*** Opening of THE DATA ***
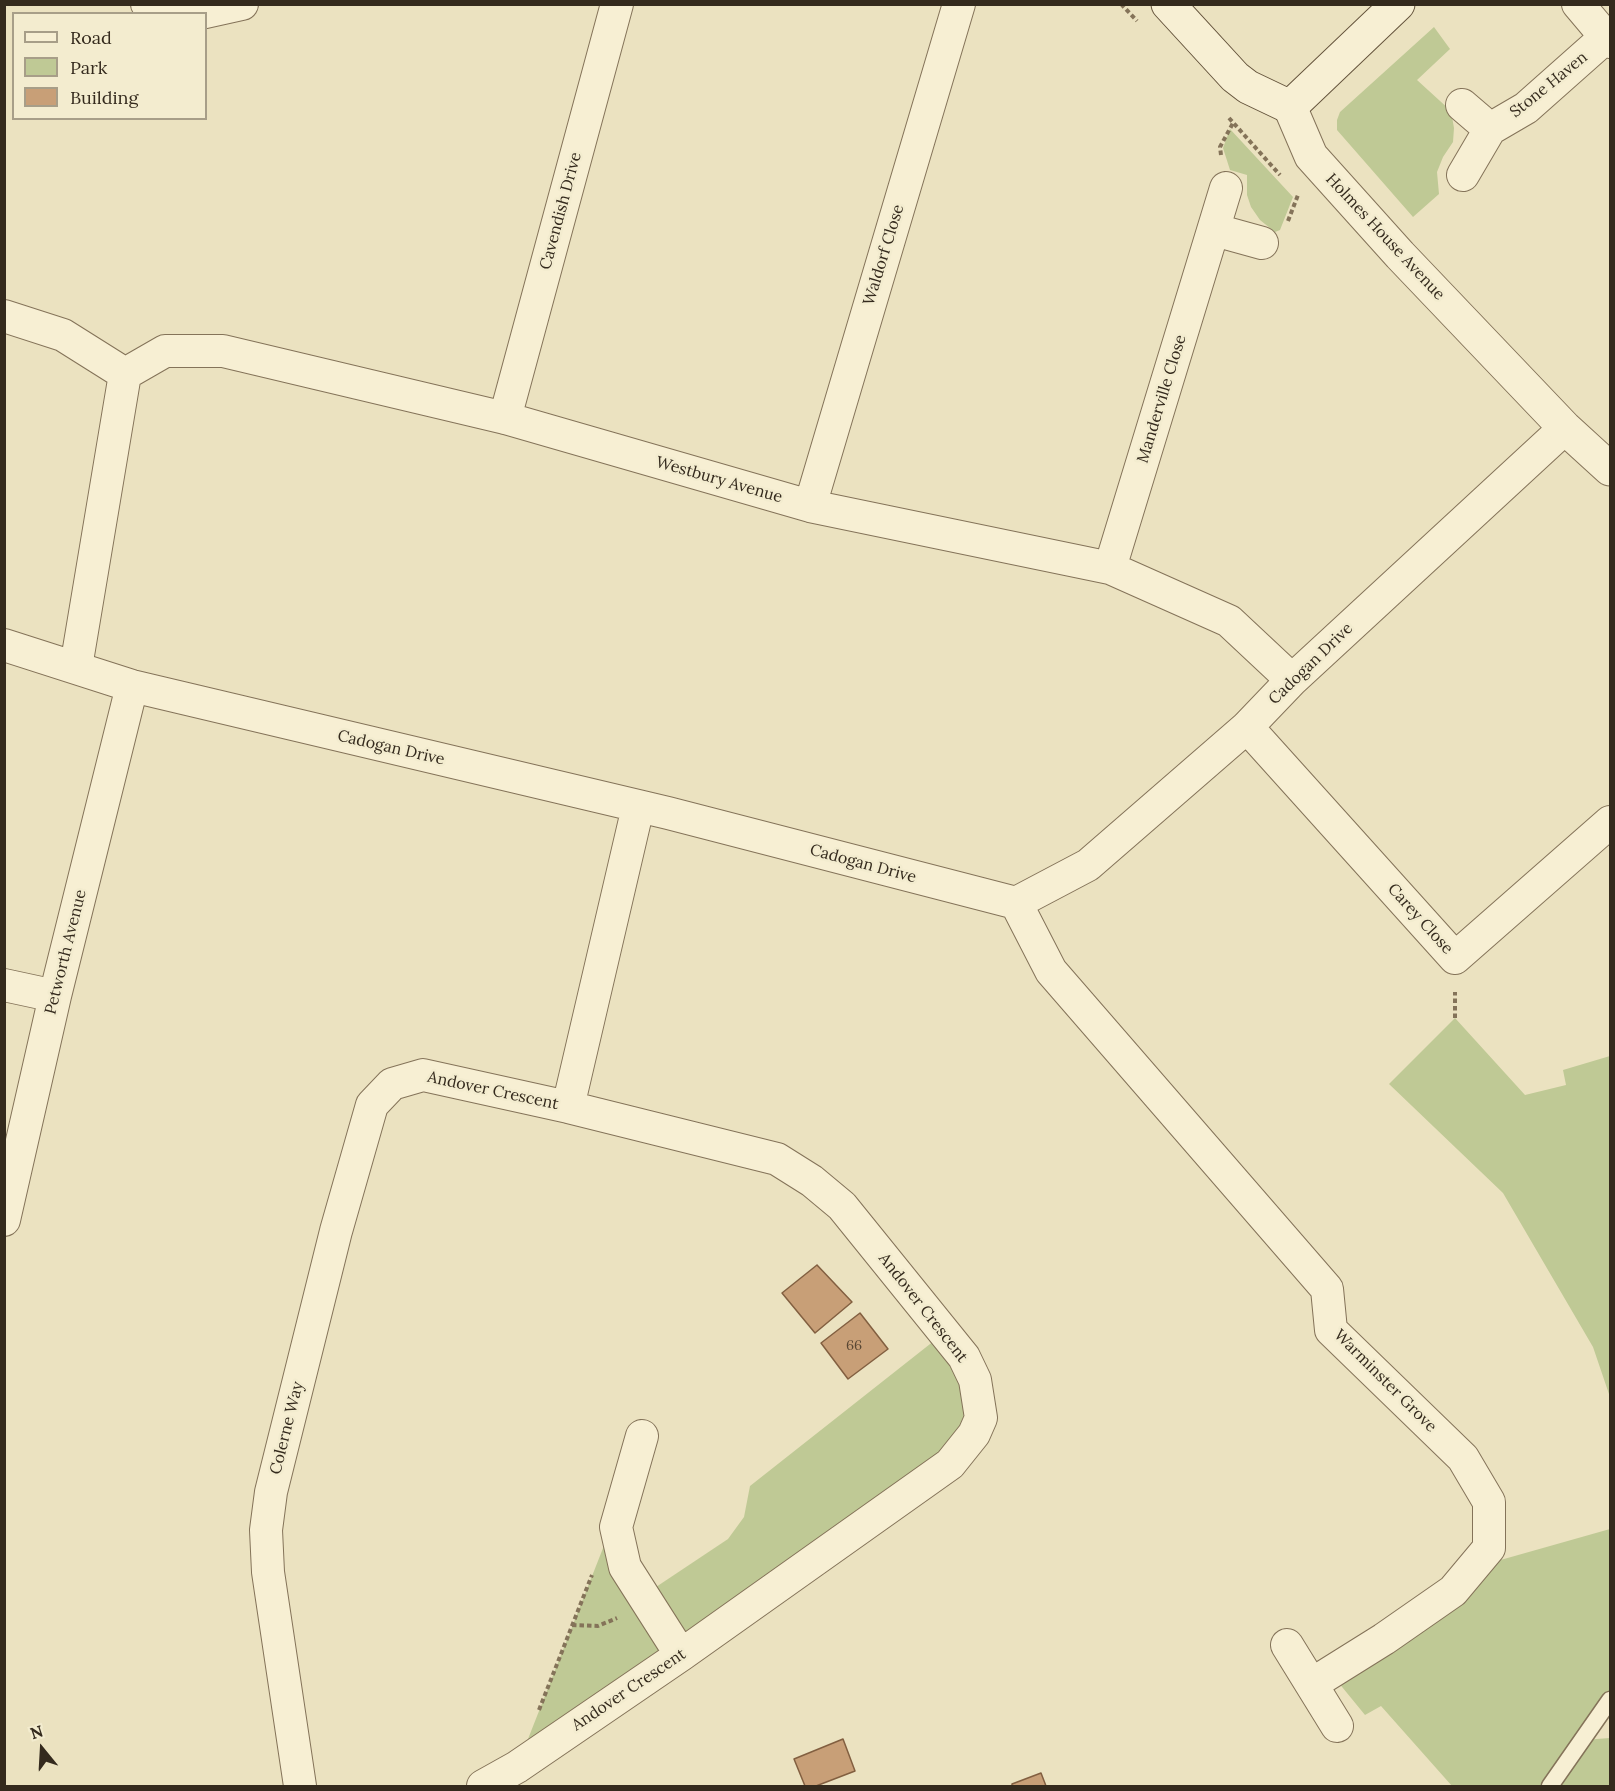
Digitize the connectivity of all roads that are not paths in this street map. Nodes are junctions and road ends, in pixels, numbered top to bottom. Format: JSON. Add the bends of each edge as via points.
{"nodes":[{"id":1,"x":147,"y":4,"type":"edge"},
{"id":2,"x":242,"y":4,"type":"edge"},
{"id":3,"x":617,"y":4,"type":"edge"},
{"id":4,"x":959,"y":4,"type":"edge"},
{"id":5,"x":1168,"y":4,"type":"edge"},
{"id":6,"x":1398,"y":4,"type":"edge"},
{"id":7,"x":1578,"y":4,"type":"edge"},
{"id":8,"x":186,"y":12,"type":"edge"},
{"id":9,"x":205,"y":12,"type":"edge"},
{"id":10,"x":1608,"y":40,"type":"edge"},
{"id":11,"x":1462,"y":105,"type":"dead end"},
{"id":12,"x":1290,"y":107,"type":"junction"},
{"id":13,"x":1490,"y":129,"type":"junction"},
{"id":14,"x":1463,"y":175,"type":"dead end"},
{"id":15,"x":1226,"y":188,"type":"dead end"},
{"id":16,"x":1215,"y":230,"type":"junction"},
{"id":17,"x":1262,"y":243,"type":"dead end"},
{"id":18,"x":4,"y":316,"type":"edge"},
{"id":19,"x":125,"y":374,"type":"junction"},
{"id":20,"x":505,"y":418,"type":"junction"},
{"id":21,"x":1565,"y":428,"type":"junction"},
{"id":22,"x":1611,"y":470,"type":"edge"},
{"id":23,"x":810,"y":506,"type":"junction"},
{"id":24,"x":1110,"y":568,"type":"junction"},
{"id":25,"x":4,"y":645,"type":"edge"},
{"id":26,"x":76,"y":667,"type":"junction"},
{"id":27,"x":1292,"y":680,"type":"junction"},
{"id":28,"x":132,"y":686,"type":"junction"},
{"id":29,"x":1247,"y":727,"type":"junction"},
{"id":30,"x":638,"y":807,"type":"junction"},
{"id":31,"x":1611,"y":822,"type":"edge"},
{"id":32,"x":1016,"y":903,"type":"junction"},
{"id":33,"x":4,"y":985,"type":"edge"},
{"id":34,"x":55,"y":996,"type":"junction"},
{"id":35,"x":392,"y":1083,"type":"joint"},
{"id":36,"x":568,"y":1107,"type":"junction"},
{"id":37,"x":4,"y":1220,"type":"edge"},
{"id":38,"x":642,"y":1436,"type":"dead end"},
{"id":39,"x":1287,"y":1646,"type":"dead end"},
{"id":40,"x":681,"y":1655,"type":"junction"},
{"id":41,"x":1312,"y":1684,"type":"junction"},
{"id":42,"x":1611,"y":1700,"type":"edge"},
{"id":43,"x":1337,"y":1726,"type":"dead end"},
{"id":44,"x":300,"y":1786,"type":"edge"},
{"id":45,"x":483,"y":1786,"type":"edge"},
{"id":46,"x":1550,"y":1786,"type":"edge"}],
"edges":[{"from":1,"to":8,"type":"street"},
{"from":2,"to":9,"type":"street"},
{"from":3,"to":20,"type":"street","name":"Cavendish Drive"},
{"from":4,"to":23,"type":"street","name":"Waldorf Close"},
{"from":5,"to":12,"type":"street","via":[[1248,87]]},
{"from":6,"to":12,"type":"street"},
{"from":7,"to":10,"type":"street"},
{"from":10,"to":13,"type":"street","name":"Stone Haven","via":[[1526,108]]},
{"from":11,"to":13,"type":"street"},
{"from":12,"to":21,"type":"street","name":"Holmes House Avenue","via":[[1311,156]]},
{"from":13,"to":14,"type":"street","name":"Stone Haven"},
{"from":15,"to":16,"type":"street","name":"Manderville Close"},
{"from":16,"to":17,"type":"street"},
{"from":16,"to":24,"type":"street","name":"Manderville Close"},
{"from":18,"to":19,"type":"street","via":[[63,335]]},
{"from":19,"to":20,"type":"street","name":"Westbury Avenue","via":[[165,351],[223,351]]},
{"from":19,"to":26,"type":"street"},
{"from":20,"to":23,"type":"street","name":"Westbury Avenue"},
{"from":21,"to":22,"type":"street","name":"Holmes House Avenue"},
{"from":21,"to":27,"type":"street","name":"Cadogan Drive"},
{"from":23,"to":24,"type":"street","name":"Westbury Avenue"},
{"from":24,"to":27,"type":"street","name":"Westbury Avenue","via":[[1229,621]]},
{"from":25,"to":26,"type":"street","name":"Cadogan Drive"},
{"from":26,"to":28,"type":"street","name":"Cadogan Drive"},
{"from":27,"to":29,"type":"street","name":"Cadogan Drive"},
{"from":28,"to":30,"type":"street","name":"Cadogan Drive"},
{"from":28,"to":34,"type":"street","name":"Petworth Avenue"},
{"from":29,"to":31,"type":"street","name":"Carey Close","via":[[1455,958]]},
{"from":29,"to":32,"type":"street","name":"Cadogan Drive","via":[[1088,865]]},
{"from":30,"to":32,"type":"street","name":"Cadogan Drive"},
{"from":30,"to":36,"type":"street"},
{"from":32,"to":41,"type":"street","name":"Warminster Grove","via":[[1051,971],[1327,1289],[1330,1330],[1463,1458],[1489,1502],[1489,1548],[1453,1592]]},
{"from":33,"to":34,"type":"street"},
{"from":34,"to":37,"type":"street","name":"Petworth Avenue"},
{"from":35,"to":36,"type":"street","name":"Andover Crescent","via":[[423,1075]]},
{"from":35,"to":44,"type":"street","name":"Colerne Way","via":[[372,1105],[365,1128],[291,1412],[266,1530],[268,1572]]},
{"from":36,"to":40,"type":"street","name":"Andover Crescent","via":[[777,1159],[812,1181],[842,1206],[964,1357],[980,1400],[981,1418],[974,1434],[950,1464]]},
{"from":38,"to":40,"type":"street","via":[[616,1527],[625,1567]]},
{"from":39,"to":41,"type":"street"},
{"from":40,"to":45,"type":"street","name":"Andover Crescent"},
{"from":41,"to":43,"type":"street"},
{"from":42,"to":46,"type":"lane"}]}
*** Close of THE DATA ***
■ WHAT YOU SHOULD DO
Among the lines above, find the ones containing "House" and copy them.

■ TASK RESULT
{"from":12,"to":21,"type":"street","name":"Holmes House Avenue","via":[[1311,156]]},
{"from":21,"to":22,"type":"street","name":"Holmes House Avenue"},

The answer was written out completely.